Former Senior Economic Adviser to
the President Moses Kuria has dismissed the growing debate over a possible
Safaricom share sale sparked by Kiharu MP Ndindi Nyoro, arguing that the focus
on the telco is misguided.
He said Nyoro’s remarks distract
from deeper structural problems affecting Kenya’s capital markets.
According to Kuria, the real issue
is the persistent undervaluation of listed companies at the Nairobi Securities
Exchange (NSE), which he described as a long-standing systemic failure.
“Whereas I find the debate on
Safaricom share sale started by my younger brother Ndindi Nyoro interesting, I
think it's the wrong discussion,” Kuria said on X.
“How come most listed companies at
NSE are undervalued by the market?”
He questioned why Safaricom’s share
price had fallen from Sh45 three years ago to Sh34 today despite the company’s
continued profitability.
“Safaricom is not the issue,” he
added, insisting that the bigger challenge is the state of the equities market.
Kuria raised concerns about
liquidity constraints across almost all counters, noting that the NSE—now 71
years old—hosts only 62 listed firms.
“Nothing much has changed for the 33
years since I first joined the trading floor as a trader,” he said.

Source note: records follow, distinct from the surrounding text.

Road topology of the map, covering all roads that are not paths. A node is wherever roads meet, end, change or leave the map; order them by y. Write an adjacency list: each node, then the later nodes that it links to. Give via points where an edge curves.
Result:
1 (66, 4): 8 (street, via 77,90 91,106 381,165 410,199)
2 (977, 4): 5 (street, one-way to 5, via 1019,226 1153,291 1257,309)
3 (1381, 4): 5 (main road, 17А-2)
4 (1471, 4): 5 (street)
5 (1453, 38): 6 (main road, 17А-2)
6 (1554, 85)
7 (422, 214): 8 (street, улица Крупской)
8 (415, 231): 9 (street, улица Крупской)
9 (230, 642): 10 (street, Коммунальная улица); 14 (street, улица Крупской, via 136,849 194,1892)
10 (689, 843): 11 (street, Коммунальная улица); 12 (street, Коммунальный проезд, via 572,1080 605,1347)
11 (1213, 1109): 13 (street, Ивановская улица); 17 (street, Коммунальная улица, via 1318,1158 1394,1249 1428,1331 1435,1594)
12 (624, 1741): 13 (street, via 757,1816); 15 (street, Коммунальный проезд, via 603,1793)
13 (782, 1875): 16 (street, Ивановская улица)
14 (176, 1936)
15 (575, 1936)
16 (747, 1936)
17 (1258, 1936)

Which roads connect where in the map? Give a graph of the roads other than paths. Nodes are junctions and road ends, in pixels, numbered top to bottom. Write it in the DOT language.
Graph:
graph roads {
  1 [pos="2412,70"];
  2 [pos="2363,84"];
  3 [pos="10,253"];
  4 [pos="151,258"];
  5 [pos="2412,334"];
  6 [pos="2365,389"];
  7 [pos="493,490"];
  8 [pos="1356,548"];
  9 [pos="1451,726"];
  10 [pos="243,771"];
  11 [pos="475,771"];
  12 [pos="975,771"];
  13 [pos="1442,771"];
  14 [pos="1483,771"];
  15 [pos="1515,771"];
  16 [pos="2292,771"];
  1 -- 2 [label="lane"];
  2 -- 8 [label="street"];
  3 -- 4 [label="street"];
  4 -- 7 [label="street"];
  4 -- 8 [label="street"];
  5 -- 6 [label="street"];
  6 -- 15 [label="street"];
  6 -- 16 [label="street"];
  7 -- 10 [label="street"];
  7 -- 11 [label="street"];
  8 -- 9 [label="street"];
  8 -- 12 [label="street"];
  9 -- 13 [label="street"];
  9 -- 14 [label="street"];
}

He called for comprehensive reforms
to stimulate activity, restore investor confidence, and deepen Kenya’s capital
markets, which have faced declining foreign participation, currency volatility,
and subdued local investor appetite.
“The elephant in the room is that
our capital markets need a lot of work,” Kuria said, urging policymakers and
regulators to shift their attention from individual counters to the structural
factors inhibiting market growth.
The debate around Safaricom shares has
intensified following recent public comments by Nyoro, who has been critical of
the decision.
Addressing the press on Thursday,
Nyoro said the government’s move to offload the shares is ill-advised and will
harm public coffers.
The stake—equivalent to
6,009,814,200 ordinary shares sold at Sh34 each—will reduce the State’s
ownership in Safaricom from 35 per cent to 20 per cent.
Nyoro termed the sale a major
financial red flag, noting that the government previously sold shares at Sh45
before investing in Safaricom’s Ethiopia expansion, which was licensed in 2021.
He said the move appears to be
driven by personal interests “at the expense of plunging the country into a
deep financial crisis.”
“There is no way the government can
purport to sell Safaricom at less than Sh2.5 trillion other than if there is
self-interest or incompetence. The government has sided with the buyers and is
going on a major loss,” he noted.
“The government is underselling
Safaricom, and Kenyans are going on losses.”
Under the planned transaction, the
government will receive an upfront payment of approximately Sh40.1 billion for
the right to receive Sh55.7 billion in future Safaricom dividends that would
have accrued to the State on its remaining stake.